**ACTIVITY:** This exercise calls for every line of the listing below that contains the word "from".

**GIVEN DATA:**
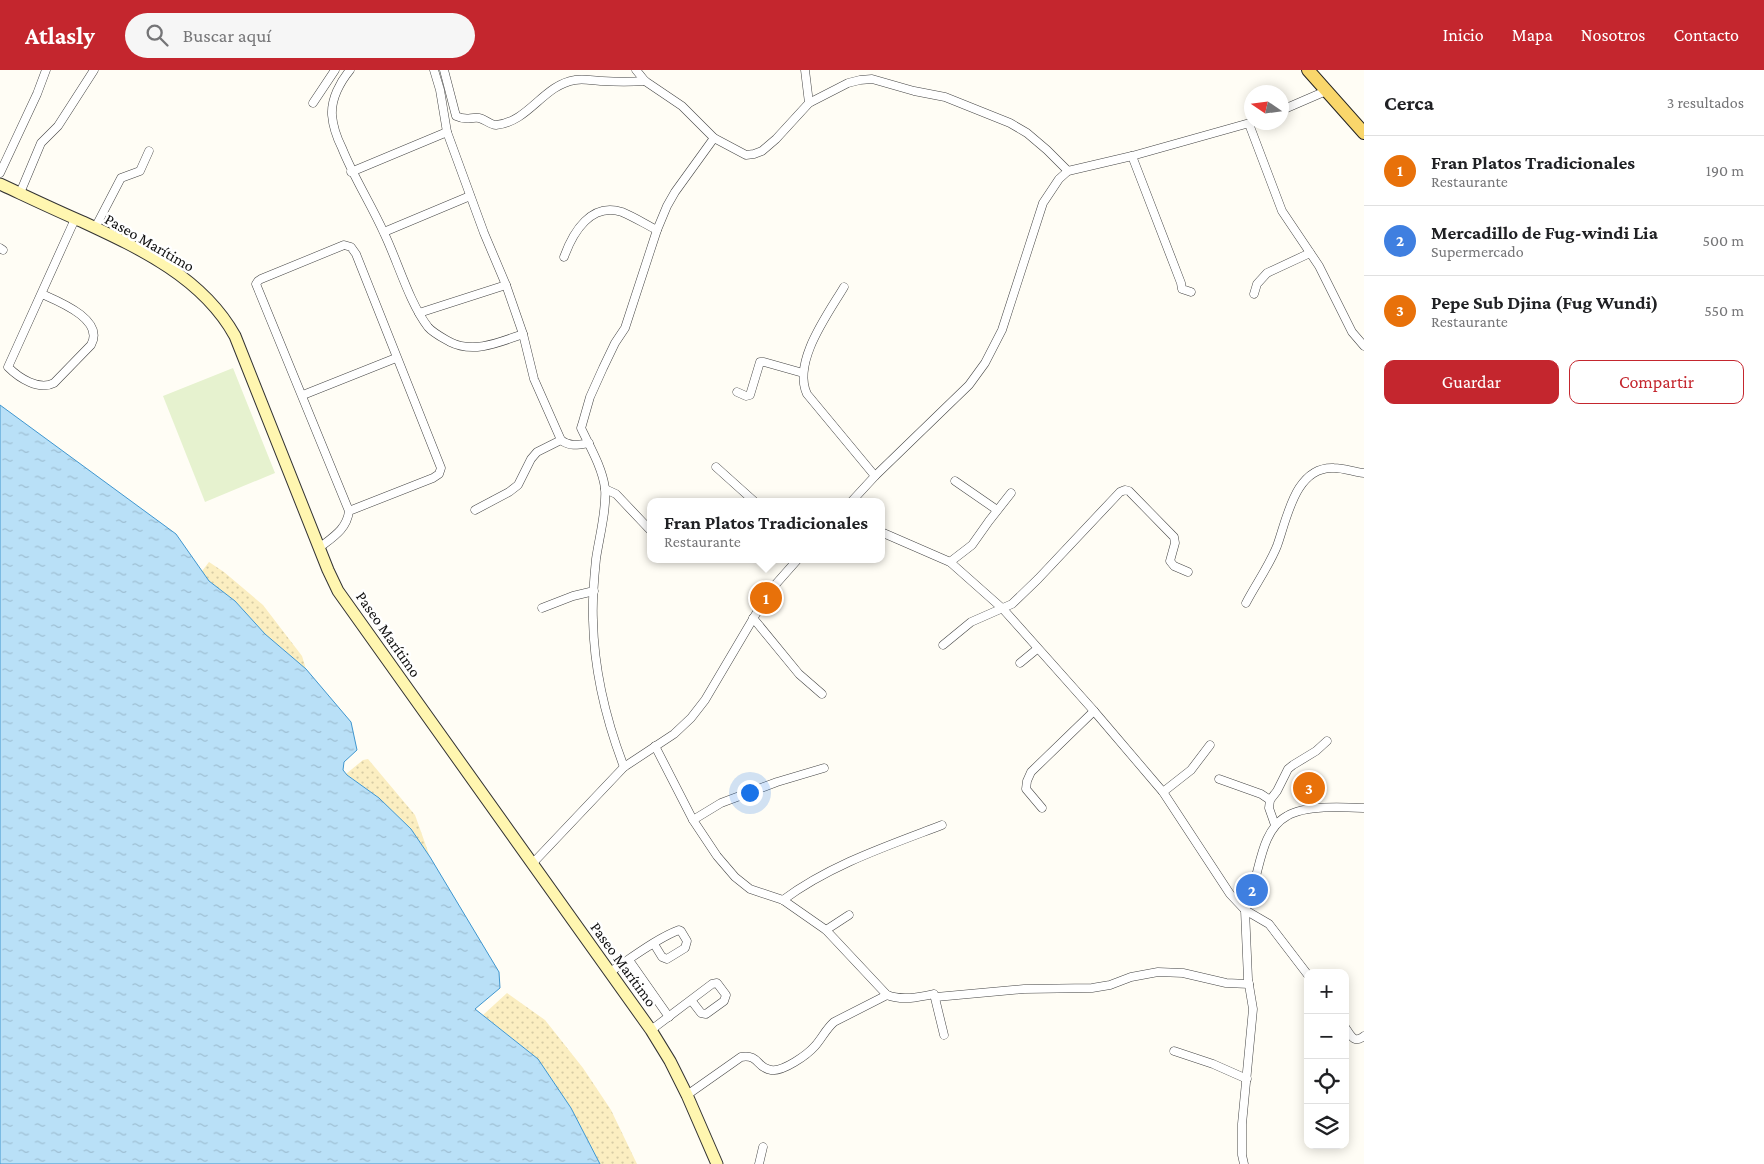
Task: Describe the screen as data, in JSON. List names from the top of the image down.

==

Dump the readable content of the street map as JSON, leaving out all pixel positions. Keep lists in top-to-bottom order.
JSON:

==

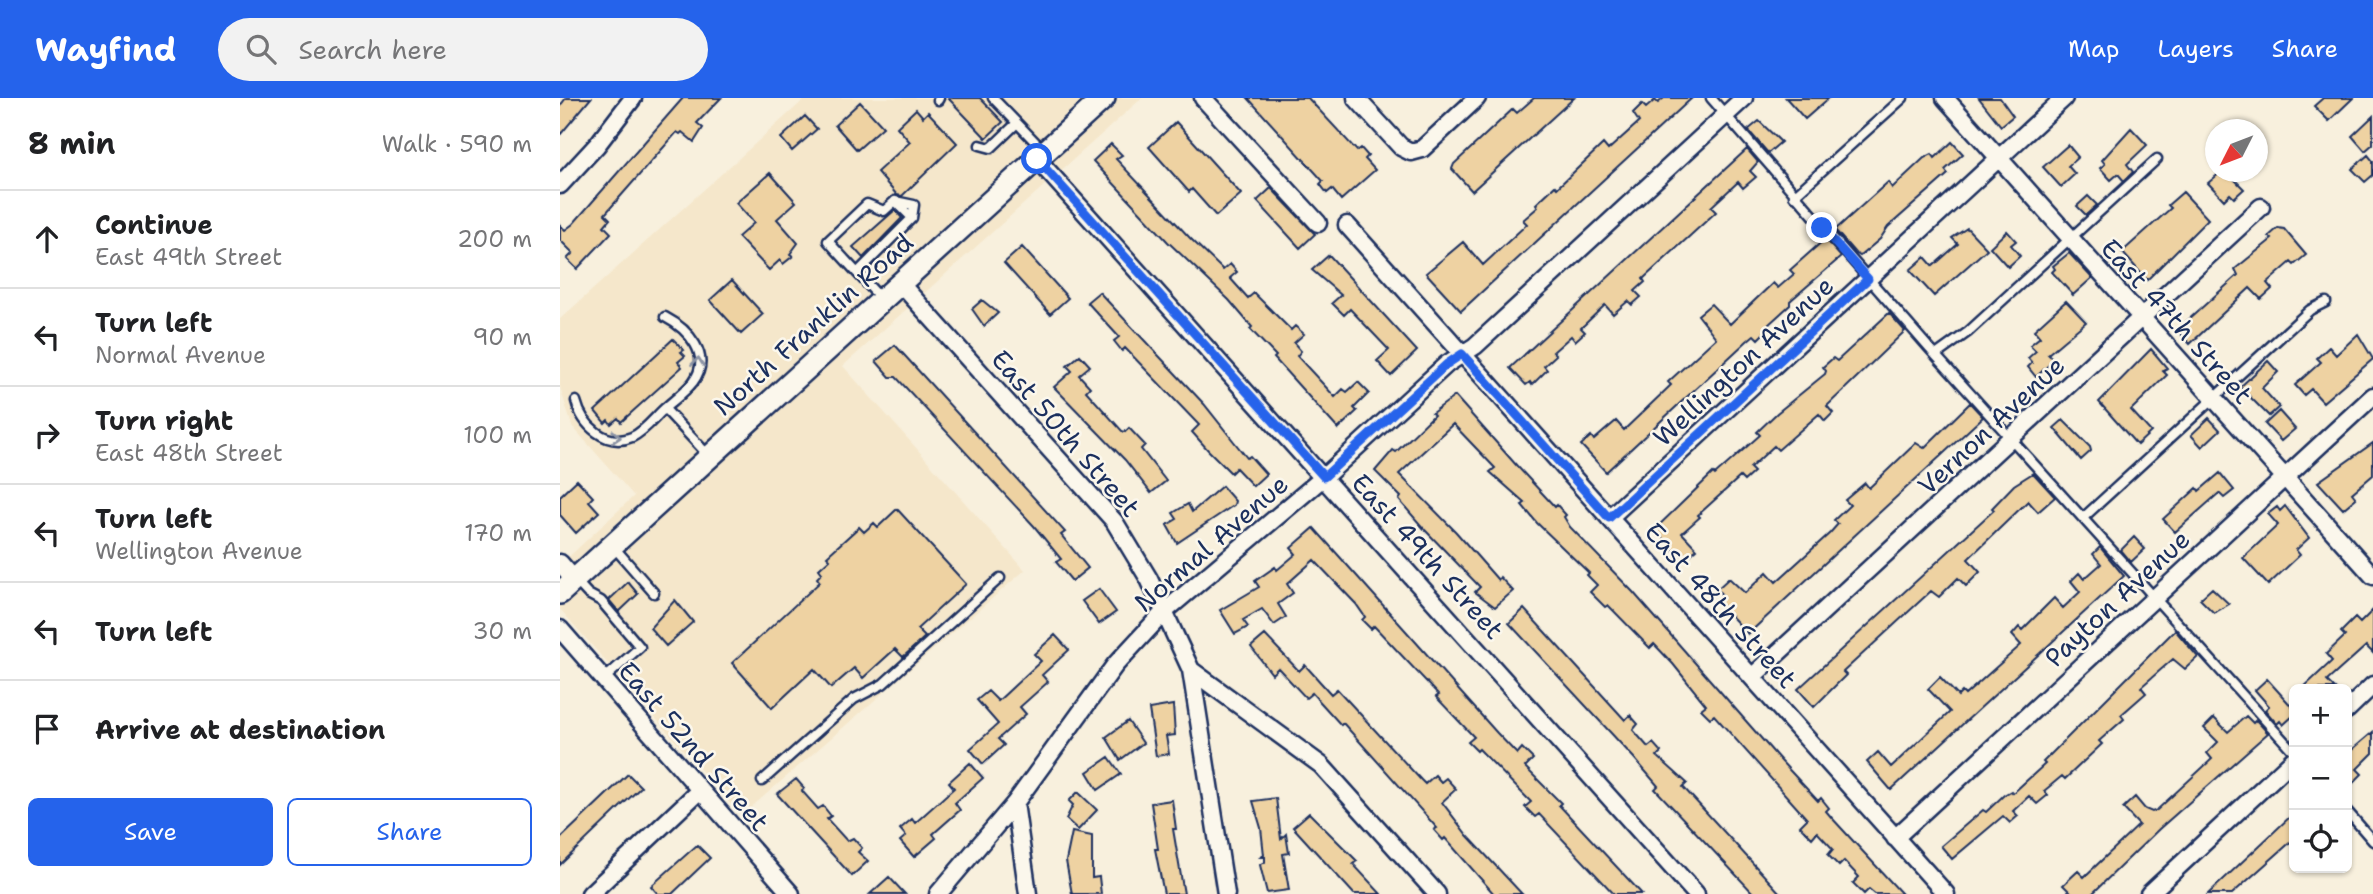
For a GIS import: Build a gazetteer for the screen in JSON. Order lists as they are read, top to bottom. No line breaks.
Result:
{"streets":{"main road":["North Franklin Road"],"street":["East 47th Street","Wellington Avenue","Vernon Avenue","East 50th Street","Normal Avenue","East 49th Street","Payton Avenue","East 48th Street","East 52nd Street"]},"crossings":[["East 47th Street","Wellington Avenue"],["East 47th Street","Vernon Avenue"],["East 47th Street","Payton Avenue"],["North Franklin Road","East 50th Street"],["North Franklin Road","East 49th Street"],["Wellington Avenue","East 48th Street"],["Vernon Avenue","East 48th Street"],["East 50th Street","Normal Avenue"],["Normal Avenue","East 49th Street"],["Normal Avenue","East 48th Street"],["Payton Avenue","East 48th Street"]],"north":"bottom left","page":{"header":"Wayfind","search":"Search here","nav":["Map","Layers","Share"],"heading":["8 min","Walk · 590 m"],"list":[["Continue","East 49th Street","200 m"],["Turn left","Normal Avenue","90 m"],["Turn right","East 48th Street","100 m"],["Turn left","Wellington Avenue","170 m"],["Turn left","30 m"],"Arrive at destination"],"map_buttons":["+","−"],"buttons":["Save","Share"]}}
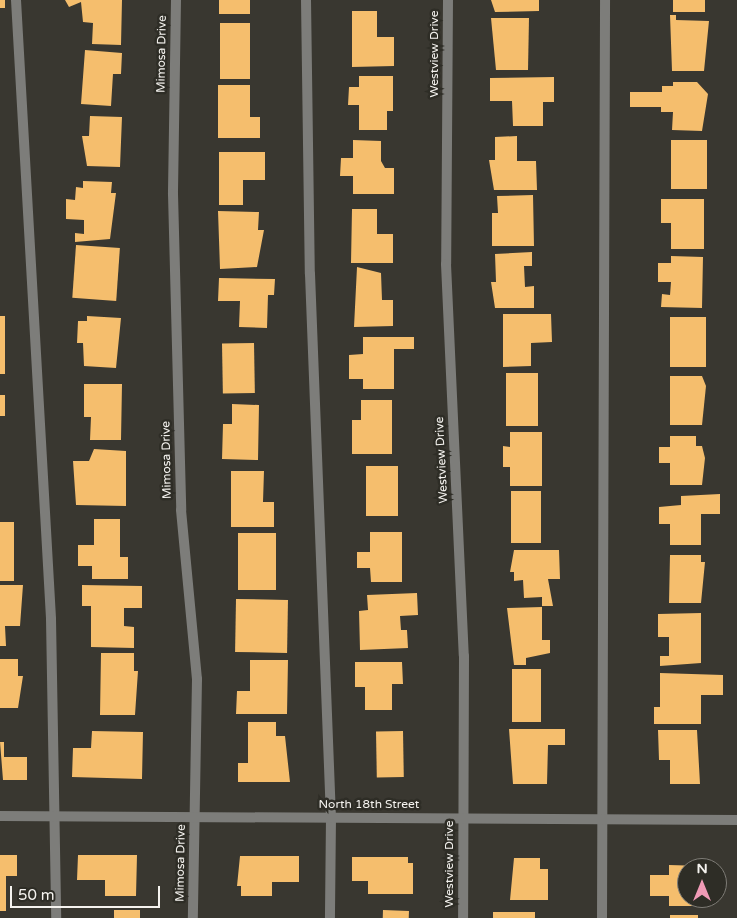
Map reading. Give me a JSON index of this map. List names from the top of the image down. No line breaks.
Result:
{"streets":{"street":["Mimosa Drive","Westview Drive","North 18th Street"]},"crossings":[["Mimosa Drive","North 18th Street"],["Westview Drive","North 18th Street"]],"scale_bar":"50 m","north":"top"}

**RESULT OF THE EXERCISE:**
Task: Describe the screen as data, in JSON. List names from the top of the image down.
Map reading. Give me a JSON index of this map. List names from the top of the image down. No line breaks.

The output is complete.